- Extracted data -
════════
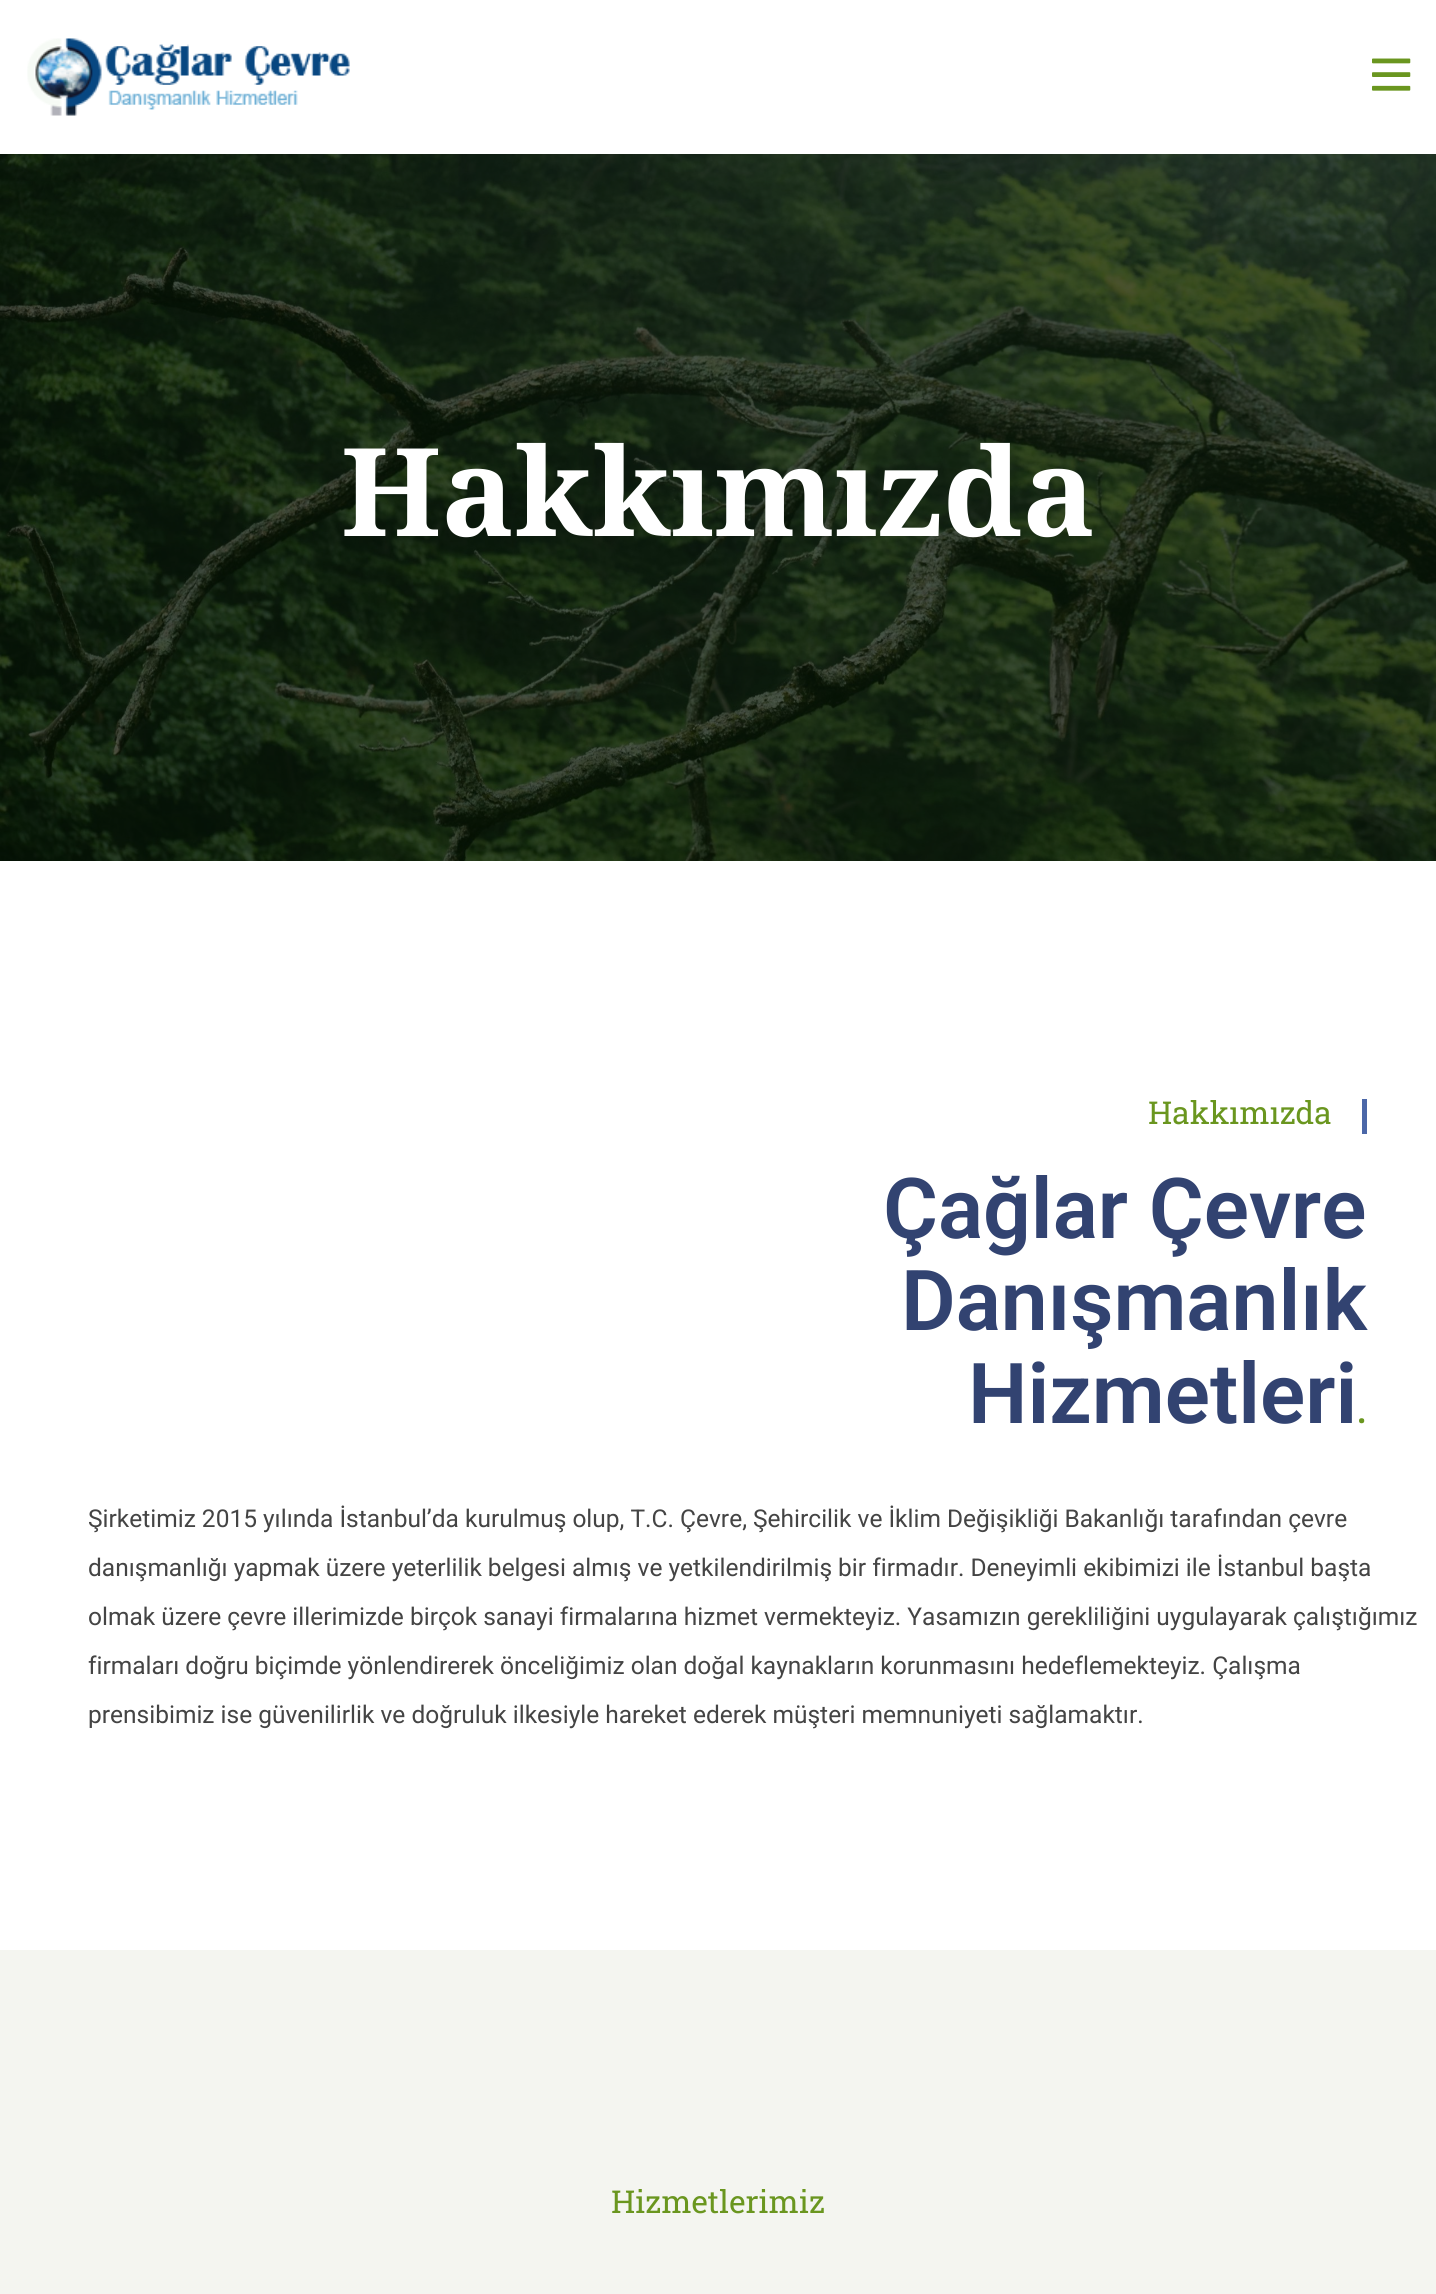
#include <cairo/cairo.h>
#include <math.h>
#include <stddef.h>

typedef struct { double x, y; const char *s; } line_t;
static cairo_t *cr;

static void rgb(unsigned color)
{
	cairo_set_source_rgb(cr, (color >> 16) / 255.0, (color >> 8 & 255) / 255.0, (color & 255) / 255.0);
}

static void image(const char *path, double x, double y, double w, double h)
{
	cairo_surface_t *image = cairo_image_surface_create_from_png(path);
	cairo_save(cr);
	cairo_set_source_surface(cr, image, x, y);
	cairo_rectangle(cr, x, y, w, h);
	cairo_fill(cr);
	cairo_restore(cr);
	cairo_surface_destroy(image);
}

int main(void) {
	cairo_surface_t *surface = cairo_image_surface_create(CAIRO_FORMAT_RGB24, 1436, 2294);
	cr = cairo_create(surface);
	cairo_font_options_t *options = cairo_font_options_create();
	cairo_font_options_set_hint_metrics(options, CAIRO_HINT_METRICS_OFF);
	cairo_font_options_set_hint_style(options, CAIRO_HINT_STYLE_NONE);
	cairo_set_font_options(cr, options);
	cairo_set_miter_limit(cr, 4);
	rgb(0xffffff);
	cairo_paint(cr);
	image("img/1.png", 27, 38, 323, 78);
	image("img/2.png", 1372, 58, 39, 33);
	image("img/3.png", 0, 154, 1436, 707);
	rgb(0x4b67a8);
	cairo_rectangle(cr, 1362, 1099, 5, 35);
	cairo_fill(cr);
	rgb(0xf4f5f0);
	cairo_rectangle(cr, 0, 1950, 1436, 344);
	cairo_fill(cr);
	cairo_select_font_face(cr, "Noto Serif", CAIRO_FONT_SLANT_NORMAL, CAIRO_FONT_WEIGHT_BOLD);
	cairo_set_font_size(cr, 122.5);
	rgb(0xffffff);
	cairo_move_to(cr, 341, 536);
	cairo_show_text(cr, "Hakkımızda");
	cairo_select_font_face(cr, "Roboto Slab", CAIRO_FONT_SLANT_NORMAL, CAIRO_FONT_WEIGHT_NORMAL);
	cairo_set_font_size(cr, 31.5);
	rgb(0x6a961f);
	cairo_move_to(cr, 1148, 1124);
	cairo_show_text(cr, "Hakkımızda");
	cairo_select_font_face(cr, "Roboto SemiBold", CAIRO_FONT_SLANT_NORMAL, CAIRO_FONT_WEIGHT_NORMAL);
	cairo_set_font_size(cr, 84);
	rgb(0x324371);
	{
		static const line_t items[] = {
			{883, 1238, "Çağlar Çevre"},
			{901, 1330, "Danışmanlık"},
			{968, 1423, "Hizmetleri"},
		};
		for (size_t i = 0; i < sizeof items / sizeof *items; i++) {
			cairo_move_to(cr, items[i].x, items[i].y);
			cairo_show_text(cr, items[i].s);
		}
	}
	cairo_select_font_face(cr, "Noto Serif", CAIRO_FONT_SLANT_NORMAL, CAIRO_FONT_WEIGHT_BOLD);
	cairo_set_font_size(cr, 31.5);
	rgb(0x6a961f);
	cairo_move_to(cr, 1357, 1423);
	cairo_show_text(cr, ".");
	cairo_select_font_face(cr, "Roboto", CAIRO_FONT_SLANT_NORMAL, CAIRO_FONT_WEIGHT_NORMAL);
	cairo_set_font_size(cr, 24.5);
	rgb(0x444444);
	{
		static const line_t items[] = {
			{88, 1527, "Şirketimiz 2015 yılında İstanbul’da kurulmuş olup, T.C. Çevre, Şehircilik ve İklim Değişikliği Bakanlığı tarafından çevre"},
			{88, 1576, "danışmanlığı yapmak üzere yeterlilik belgesi almış ve yetkilendirilmiş bir firmadır. Deneyimli ekibimizi ile İstanbul başta"},
			{88, 1625, "olmak üzere çevre illerimizde birçok sanayi firmalarına hizmet vermekteyiz. Yasamızın gerekliliğini uygulayarak çalıştığımız"},
			{88, 1674, "firmaları doğru biçimde yönlendirerek önceliğimiz olan doğal kaynakların korunmasını hedeflemekteyiz. Çalışma"},
			{88, 1723, "prensibimiz ise güvenilirlik ve doğruluk ilkesiyle hareket ederek müşteri memnuniyeti sağlamaktır."},
		};
		for (size_t i = 0; i < sizeof items / sizeof *items; i++) {
			cairo_move_to(cr, items[i].x, items[i].y);
			cairo_show_text(cr, items[i].s);
		}
	}
	cairo_select_font_face(cr, "Roboto Slab", CAIRO_FONT_SLANT_NORMAL, CAIRO_FONT_WEIGHT_NORMAL);
	cairo_set_font_size(cr, 31.5);
	rgb(0x6a961f);
	cairo_move_to(cr, 611, 2213);
	cairo_show_text(cr, "Hizmetlerimiz");
	cairo_surface_write_to_png(surface, "page.png");
	cairo_font_options_destroy(options);
	cairo_destroy(cr);
	cairo_surface_destroy(surface);
	return 0;
}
════════
- Task details -
Write out exactly the lines above between the line with "cairo_set_source_rgb(cr, (color >>" and the line with "cairo_set_miter_limit(cr, 4);", inclusive, and nothing beyond them.

- Response to this exercise -
	cairo_set_source_rgb(cr, (color >> 16) / 255.0, (color >> 8 & 255) / 255.0, (color & 255) / 255.0);
}

static void image(const char *path, double x, double y, double w, double h)
{
	cairo_surface_t *image = cairo_image_surface_create_from_png(path);
	cairo_save(cr);
	cairo_set_source_surface(cr, image, x, y);
	cairo_rectangle(cr, x, y, w, h);
	cairo_fill(cr);
	cairo_restore(cr);
	cairo_surface_destroy(image);
}

int main(void) {
	cairo_surface_t *surface = cairo_image_surface_create(CAIRO_FORMAT_RGB24, 1436, 2294);
	cr = cairo_create(surface);
	cairo_font_options_t *options = cairo_font_options_create();
	cairo_font_options_set_hint_metrics(options, CAIRO_HINT_METRICS_OFF);
	cairo_font_options_set_hint_style(options, CAIRO_HINT_STYLE_NONE);
	cairo_set_font_options(cr, options);
	cairo_set_miter_limit(cr, 4);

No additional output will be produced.